TASK DIRECTIONS
Filter the records, keeping every line that has the string "from".

==== RECORDED INFORMATION

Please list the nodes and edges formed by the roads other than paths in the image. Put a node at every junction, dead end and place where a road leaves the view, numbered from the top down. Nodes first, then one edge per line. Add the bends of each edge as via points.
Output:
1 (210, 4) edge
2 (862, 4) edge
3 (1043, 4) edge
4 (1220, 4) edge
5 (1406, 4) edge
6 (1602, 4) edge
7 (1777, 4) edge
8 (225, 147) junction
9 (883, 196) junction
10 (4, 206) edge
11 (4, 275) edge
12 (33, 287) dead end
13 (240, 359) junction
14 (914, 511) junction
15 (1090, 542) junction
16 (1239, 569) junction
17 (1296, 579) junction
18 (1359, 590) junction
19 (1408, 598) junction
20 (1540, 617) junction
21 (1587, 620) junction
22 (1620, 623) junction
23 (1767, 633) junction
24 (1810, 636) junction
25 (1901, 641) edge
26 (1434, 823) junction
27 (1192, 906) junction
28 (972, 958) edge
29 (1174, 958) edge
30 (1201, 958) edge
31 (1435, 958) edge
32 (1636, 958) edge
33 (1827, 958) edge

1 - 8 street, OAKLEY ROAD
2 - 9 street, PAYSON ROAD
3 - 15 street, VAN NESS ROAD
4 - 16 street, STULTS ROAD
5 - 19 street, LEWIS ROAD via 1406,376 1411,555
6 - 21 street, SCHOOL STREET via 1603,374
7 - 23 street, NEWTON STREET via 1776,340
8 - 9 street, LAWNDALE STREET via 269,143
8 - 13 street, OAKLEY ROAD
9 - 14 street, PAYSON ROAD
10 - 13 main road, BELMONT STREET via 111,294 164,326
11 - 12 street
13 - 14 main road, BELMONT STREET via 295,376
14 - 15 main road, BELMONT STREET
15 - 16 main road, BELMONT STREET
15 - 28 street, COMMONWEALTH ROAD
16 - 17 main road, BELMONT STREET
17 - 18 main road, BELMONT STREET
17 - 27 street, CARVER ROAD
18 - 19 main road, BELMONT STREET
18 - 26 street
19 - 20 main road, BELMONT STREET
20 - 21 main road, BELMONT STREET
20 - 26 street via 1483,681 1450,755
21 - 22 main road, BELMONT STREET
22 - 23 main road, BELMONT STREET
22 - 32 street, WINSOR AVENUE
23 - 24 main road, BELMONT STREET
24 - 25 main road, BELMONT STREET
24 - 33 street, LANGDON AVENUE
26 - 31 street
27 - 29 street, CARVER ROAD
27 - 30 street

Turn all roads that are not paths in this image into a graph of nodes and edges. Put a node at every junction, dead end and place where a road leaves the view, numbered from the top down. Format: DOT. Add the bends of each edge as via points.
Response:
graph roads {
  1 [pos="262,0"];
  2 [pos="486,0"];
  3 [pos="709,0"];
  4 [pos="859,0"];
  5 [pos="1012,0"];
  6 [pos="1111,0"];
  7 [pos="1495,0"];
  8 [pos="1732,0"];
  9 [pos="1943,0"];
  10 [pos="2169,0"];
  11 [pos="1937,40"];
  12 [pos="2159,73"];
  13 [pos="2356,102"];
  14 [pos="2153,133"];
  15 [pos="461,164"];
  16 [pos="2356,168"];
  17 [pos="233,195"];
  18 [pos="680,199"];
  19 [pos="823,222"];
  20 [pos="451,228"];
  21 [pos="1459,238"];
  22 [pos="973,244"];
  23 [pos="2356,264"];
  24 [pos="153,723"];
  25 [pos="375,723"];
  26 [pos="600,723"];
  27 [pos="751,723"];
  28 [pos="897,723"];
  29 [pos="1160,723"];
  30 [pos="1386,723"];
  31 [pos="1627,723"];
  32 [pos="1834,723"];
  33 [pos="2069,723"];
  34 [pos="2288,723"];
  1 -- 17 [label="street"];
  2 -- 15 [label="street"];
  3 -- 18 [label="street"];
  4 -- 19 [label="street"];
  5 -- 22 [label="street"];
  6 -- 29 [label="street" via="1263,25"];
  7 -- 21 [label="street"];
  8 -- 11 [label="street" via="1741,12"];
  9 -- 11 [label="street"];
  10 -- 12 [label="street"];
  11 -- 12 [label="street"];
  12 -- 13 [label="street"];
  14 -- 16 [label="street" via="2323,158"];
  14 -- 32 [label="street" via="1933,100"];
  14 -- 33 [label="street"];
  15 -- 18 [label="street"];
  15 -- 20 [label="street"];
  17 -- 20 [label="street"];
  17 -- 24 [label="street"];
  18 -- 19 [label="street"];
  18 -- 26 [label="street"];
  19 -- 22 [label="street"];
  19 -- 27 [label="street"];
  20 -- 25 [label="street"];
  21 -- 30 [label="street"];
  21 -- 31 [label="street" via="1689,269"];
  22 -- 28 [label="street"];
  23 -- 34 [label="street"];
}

========

SOLUTION TO THIS EXERCISE
Please list the nodes and edges formed by the roads other than paths in the image. Put a node at every junction, dead end and place where a road leaves the view, numbered from the top down. Nodes first, then one edge per line. Add the bends of each edge as via points.
Turn all roads that are not paths in this image into a graph of nodes and edges. Put a node at every junction, dead end and place where a road leaves the view, numbered from the top down. Format: DOT. Add the bends of each edge as via points.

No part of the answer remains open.